[[ DATA RECORDS open ]]
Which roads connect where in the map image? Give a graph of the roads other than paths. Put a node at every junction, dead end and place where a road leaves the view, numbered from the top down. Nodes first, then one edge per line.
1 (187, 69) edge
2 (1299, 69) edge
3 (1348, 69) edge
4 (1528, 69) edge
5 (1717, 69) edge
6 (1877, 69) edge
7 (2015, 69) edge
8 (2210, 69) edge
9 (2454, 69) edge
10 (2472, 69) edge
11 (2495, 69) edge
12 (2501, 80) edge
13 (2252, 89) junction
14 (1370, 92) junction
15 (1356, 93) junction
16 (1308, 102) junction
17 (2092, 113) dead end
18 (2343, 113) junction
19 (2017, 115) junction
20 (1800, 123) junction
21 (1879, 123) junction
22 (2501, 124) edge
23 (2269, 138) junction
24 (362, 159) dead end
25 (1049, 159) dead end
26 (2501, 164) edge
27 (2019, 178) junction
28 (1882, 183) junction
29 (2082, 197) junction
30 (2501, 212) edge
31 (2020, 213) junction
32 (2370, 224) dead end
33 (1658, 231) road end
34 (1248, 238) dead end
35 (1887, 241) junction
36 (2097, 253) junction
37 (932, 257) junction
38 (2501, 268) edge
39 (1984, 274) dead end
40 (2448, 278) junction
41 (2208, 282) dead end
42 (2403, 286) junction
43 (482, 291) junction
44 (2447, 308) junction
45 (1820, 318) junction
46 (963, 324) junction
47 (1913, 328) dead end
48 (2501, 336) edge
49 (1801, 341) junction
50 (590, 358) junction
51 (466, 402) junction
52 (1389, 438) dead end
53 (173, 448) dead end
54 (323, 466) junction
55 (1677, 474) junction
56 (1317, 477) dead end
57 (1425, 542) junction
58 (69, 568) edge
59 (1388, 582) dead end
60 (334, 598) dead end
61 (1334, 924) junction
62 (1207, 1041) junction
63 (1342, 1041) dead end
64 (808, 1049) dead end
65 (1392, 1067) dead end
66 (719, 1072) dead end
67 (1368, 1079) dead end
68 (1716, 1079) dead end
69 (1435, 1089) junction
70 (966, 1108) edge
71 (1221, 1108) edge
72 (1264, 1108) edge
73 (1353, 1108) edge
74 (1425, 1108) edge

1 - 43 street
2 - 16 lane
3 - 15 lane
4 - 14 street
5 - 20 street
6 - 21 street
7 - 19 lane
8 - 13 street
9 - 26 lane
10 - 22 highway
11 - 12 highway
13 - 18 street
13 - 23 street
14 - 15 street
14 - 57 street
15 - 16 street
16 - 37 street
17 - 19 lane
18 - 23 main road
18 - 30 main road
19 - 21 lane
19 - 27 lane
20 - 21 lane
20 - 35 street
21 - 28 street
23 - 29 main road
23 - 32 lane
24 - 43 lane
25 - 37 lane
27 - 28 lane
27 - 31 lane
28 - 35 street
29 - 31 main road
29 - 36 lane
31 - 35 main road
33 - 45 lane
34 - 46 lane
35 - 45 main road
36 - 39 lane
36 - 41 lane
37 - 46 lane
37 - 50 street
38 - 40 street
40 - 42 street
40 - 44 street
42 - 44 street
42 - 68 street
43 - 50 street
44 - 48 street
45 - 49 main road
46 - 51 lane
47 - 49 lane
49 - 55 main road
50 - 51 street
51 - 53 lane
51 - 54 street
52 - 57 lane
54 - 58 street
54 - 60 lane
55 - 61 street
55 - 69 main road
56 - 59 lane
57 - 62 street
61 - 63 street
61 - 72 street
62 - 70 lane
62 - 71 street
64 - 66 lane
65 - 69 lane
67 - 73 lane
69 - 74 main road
[[ DATA RECORDS closed ]]
● TASK DIRECTIONS: Print out all of the data above word for word.

● EXPECTED OUTPUT:
Which roads connect where in the map image? Give a graph of the roads other than paths. Put a node at every junction, dead end and place where a road leaves the view, numbered from the top down. Nodes first, then one edge per line.
1 (187, 69) edge
2 (1299, 69) edge
3 (1348, 69) edge
4 (1528, 69) edge
5 (1717, 69) edge
6 (1877, 69) edge
7 (2015, 69) edge
8 (2210, 69) edge
9 (2454, 69) edge
10 (2472, 69) edge
11 (2495, 69) edge
12 (2501, 80) edge
13 (2252, 89) junction
14 (1370, 92) junction
15 (1356, 93) junction
16 (1308, 102) junction
17 (2092, 113) dead end
18 (2343, 113) junction
19 (2017, 115) junction
20 (1800, 123) junction
21 (1879, 123) junction
22 (2501, 124) edge
23 (2269, 138) junction
24 (362, 159) dead end
25 (1049, 159) dead end
26 (2501, 164) edge
27 (2019, 178) junction
28 (1882, 183) junction
29 (2082, 197) junction
30 (2501, 212) edge
31 (2020, 213) junction
32 (2370, 224) dead end
33 (1658, 231) road end
34 (1248, 238) dead end
35 (1887, 241) junction
36 (2097, 253) junction
37 (932, 257) junction
38 (2501, 268) edge
39 (1984, 274) dead end
40 (2448, 278) junction
41 (2208, 282) dead end
42 (2403, 286) junction
43 (482, 291) junction
44 (2447, 308) junction
45 (1820, 318) junction
46 (963, 324) junction
47 (1913, 328) dead end
48 (2501, 336) edge
49 (1801, 341) junction
50 (590, 358) junction
51 (466, 402) junction
52 (1389, 438) dead end
53 (173, 448) dead end
54 (323, 466) junction
55 (1677, 474) junction
56 (1317, 477) dead end
57 (1425, 542) junction
58 (69, 568) edge
59 (1388, 582) dead end
60 (334, 598) dead end
61 (1334, 924) junction
62 (1207, 1041) junction
63 (1342, 1041) dead end
64 (808, 1049) dead end
65 (1392, 1067) dead end
66 (719, 1072) dead end
67 (1368, 1079) dead end
68 (1716, 1079) dead end
69 (1435, 1089) junction
70 (966, 1108) edge
71 (1221, 1108) edge
72 (1264, 1108) edge
73 (1353, 1108) edge
74 (1425, 1108) edge

1 - 43 street
2 - 16 lane
3 - 15 lane
4 - 14 street
5 - 20 street
6 - 21 street
7 - 19 lane
8 - 13 street
9 - 26 lane
10 - 22 highway
11 - 12 highway
13 - 18 street
13 - 23 street
14 - 15 street
14 - 57 street
15 - 16 street
16 - 37 street
17 - 19 lane
18 - 23 main road
18 - 30 main road
19 - 21 lane
19 - 27 lane
20 - 21 lane
20 - 35 street
21 - 28 street
23 - 29 main road
23 - 32 lane
24 - 43 lane
25 - 37 lane
27 - 28 lane
27 - 31 lane
28 - 35 street
29 - 31 main road
29 - 36 lane
31 - 35 main road
33 - 45 lane
34 - 46 lane
35 - 45 main road
36 - 39 lane
36 - 41 lane
37 - 46 lane
37 - 50 street
38 - 40 street
40 - 42 street
40 - 44 street
42 - 44 street
42 - 68 street
43 - 50 street
44 - 48 street
45 - 49 main road
46 - 51 lane
47 - 49 lane
49 - 55 main road
50 - 51 street
51 - 53 lane
51 - 54 street
52 - 57 lane
54 - 58 street
54 - 60 lane
55 - 61 street
55 - 69 main road
56 - 59 lane
57 - 62 street
61 - 63 street
61 - 72 street
62 - 70 lane
62 - 71 street
64 - 66 lane
65 - 69 lane
67 - 73 lane
69 - 74 main road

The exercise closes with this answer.